Parking Mad (BBC One, 8 Jan 2013 22:35 - 23. 25) was an “observational documentary about people who fight their parking tickets.”

 

It included scenes in the White Horse Hotel in Rottingdean, the hearing venue for the Traffic Penalty Tribunal Parking Adjudicators, where an appellant disputed a Bus Lane Penalty Charge Notice on the grounds of faulty signage on this particular day, issued in the North Street/ Castle Square round-about last year. He won and the Council were instructed to cancel the PCN.

 

He asked for costs but was told it was very rare to get that. As explained on the Traffic Penalty Tribunal web-site: “The grounds on which costs may be awarded are few and such instances are rare. You may apply for and be awarded costs if an Adjudicator considers that the council has been "frivolous, vexatious or wholly unreasonable" in its conduct of the matter. If awarded, costs relate only to reasonable expenses incurred in preparing the appeal. There is no element of compensation for inconvenience or distress, or to punish the council.”

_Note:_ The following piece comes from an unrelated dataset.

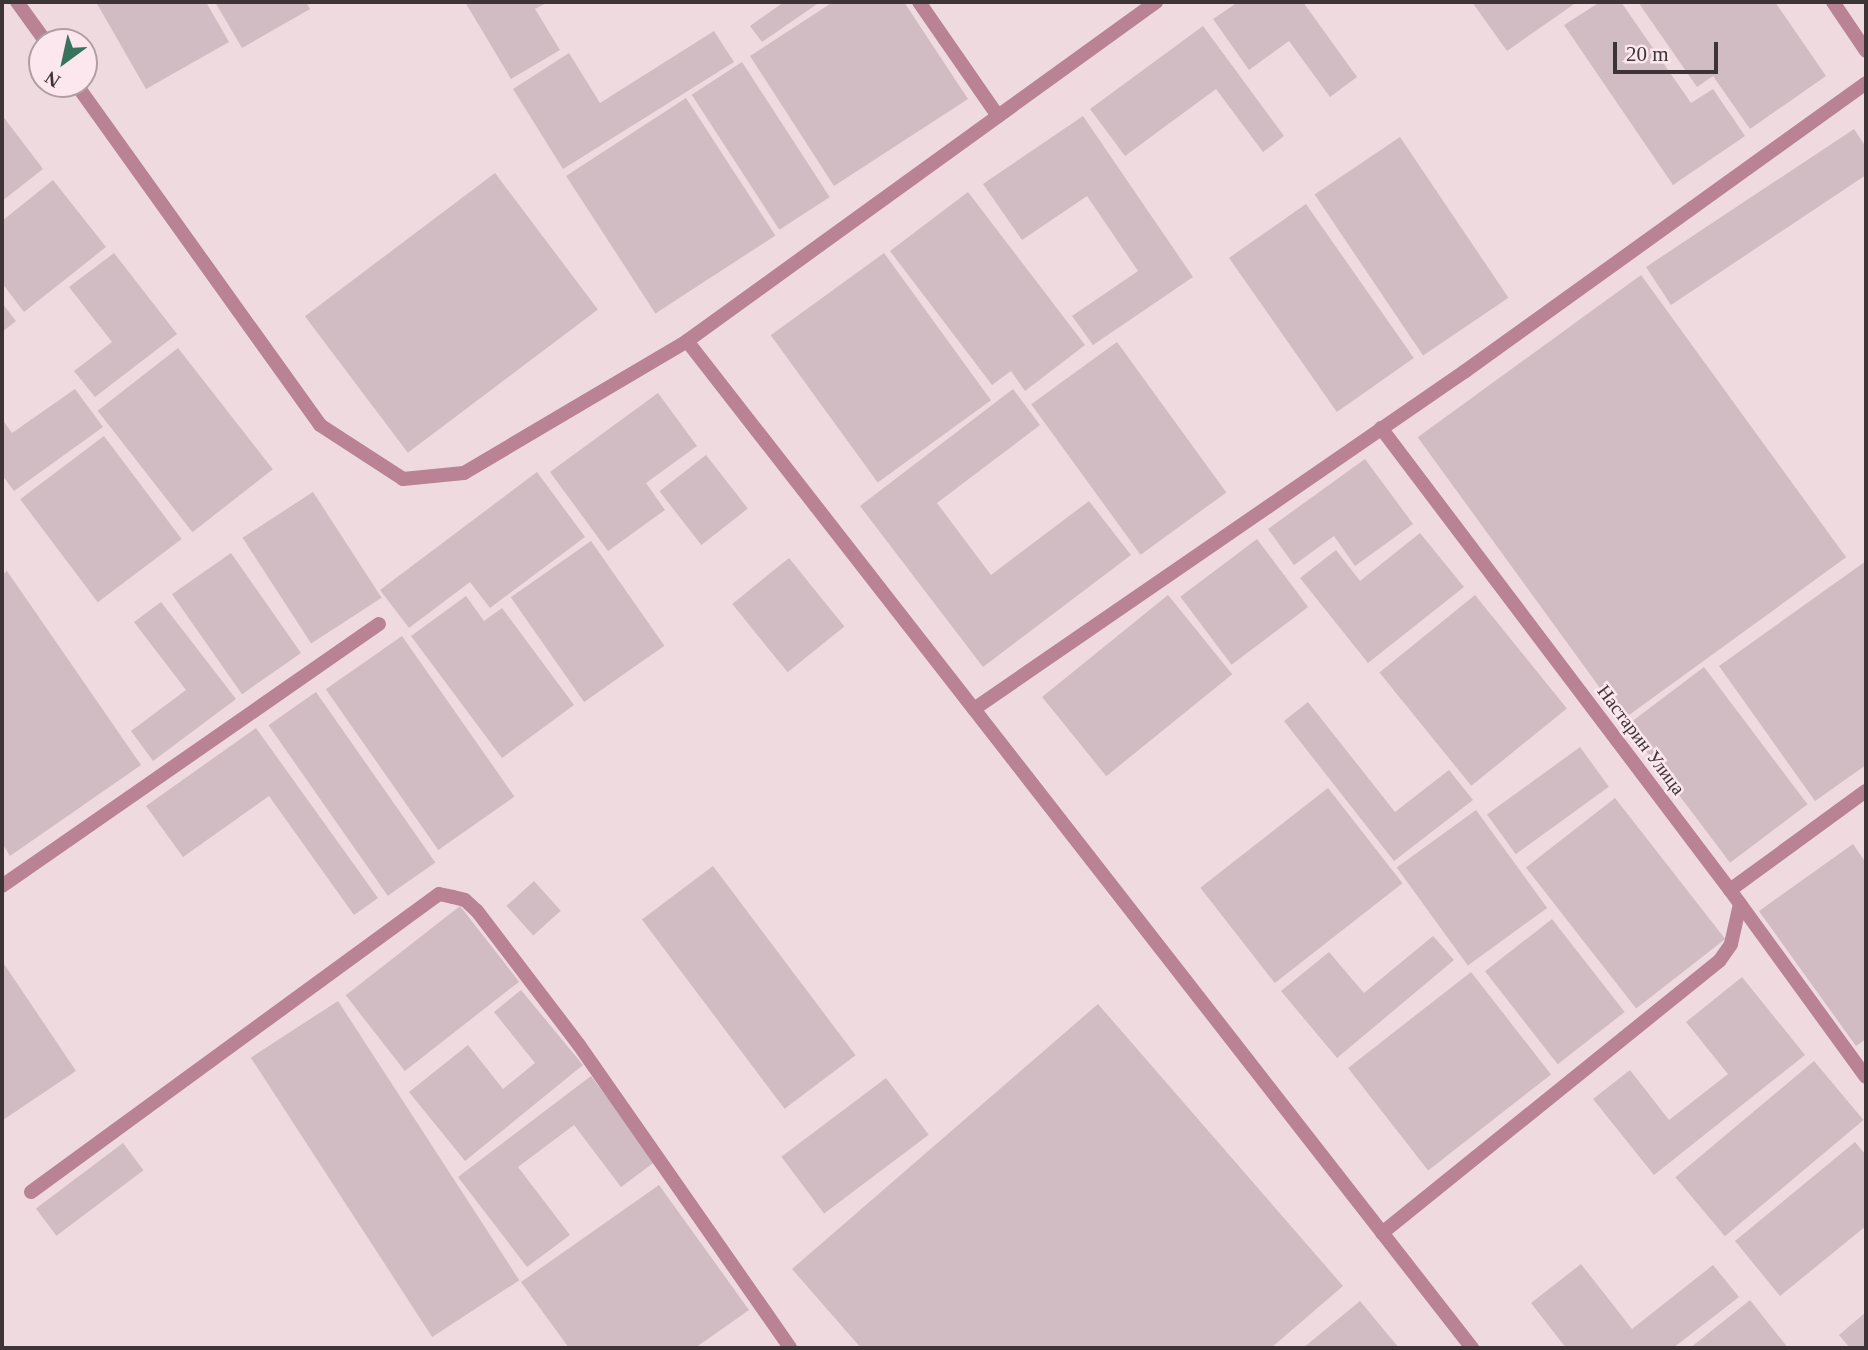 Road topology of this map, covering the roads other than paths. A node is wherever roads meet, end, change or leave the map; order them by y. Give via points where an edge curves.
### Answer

Given that the Council Officer conceded as soon as the photograph was shown to him and it seems had that evidence all the time anyway, it did emphasise the appellant’s point that most drivers will just pay the £30 discounted penalty rather than risk the doubled penalty (£60) if an appeal is lost. (Note the rates are now £35/ £70. )

 

The Council “netted over half-a-million pounds” of bus-lane fines.